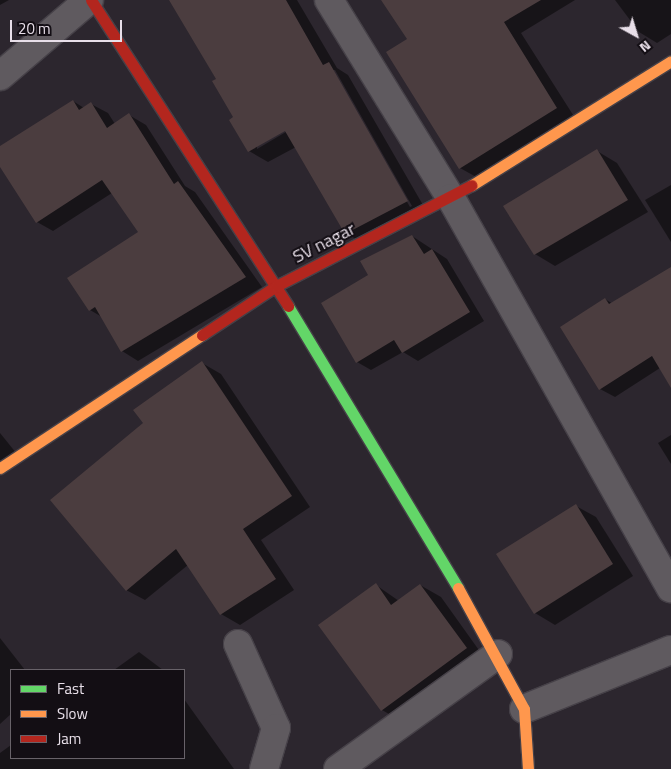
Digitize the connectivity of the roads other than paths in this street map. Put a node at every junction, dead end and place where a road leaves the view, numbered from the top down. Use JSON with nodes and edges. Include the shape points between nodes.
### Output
{"nodes":[{"id":1,"x":90,"y":0,"type":"edge"},
{"id":2,"x":328,"y":0,"type":"edge"},
{"id":3,"x":671,"y":62,"type":"edge"},
{"id":4,"x":0,"y":76,"type":"edge"},
{"id":5,"x":451,"y":198,"type":"junction"},
{"id":6,"x":276,"y":286,"type":"junction"},
{"id":7,"x":0,"y":468,"type":"edge"},
{"id":8,"x":671,"y":588,"type":"edge"},
{"id":9,"x":238,"y":644,"type":"dead end"},
{"id":10,"x":671,"y":650,"type":"edge"},
{"id":11,"x":498,"y":654,"type":"junction"},
{"id":12,"x":524,"y":709,"type":"junction"},
{"id":13,"x":264,"y":769,"type":"edge"},
{"id":14,"x":338,"y":769,"type":"edge"},
{"id":15,"x":528,"y":769,"type":"edge"}],
"edges":[{"from":1,"to":4,"type":"street"},
{"from":1,"to":6,"type":"street"},
{"from":2,"to":5,"type":"street"},
{"from":3,"to":5,"type":"street","name":"SV nagar"},
{"from":5,"to":6,"type":"street","name":"SV nagar"},
{"from":5,"to":8,"type":"street"},
{"from":6,"to":7,"type":"street","name":"SV nagar"},
{"from":6,"to":11,"type":"street"},
{"from":9,"to":13,"type":"street","via":[[276,728]]},
{"from":10,"to":12,"type":"street"},
{"from":11,"to":12,"type":"street"},
{"from":11,"to":14,"type":"street"},
{"from":12,"to":15,"type":"street"}]}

....

## About this task
Strip out the pictures and quote the remaining data word for word.

## Answer section
Digitize the connectivity of the roads other than paths in this street map. Put a node at every junction, dead end and place where a road leaves the view, numbered from the top down. Use JSON with nodes and edges. Include the shape points between nodes.
### Output
{"nodes":[{"id":1,"x":90,"y":0,"type":"edge"},
{"id":2,"x":328,"y":0,"type":"edge"},
{"id":3,"x":671,"y":62,"type":"edge"},
{"id":4,"x":0,"y":76,"type":"edge"},
{"id":5,"x":451,"y":198,"type":"junction"},
{"id":6,"x":276,"y":286,"type":"junction"},
{"id":7,"x":0,"y":468,"type":"edge"},
{"id":8,"x":671,"y":588,"type":"edge"},
{"id":9,"x":238,"y":644,"type":"dead end"},
{"id":10,"x":671,"y":650,"type":"edge"},
{"id":11,"x":498,"y":654,"type":"junction"},
{"id":12,"x":524,"y":709,"type":"junction"},
{"id":13,"x":264,"y":769,"type":"edge"},
{"id":14,"x":338,"y":769,"type":"edge"},
{"id":15,"x":528,"y":769,"type":"edge"}],
"edges":[{"from":1,"to":4,"type":"street"},
{"from":1,"to":6,"type":"street"},
{"from":2,"to":5,"type":"street"},
{"from":3,"to":5,"type":"street","name":"SV nagar"},
{"from":5,"to":6,"type":"street","name":"SV nagar"},
{"from":5,"to":8,"type":"street"},
{"from":6,"to":7,"type":"street","name":"SV nagar"},
{"from":6,"to":11,"type":"street"},
{"from":9,"to":13,"type":"street","via":[[276,728]]},
{"from":10,"to":12,"type":"street"},
{"from":11,"to":12,"type":"street"},
{"from":11,"to":14,"type":"street"},
{"from":12,"to":15,"type":"street"}]}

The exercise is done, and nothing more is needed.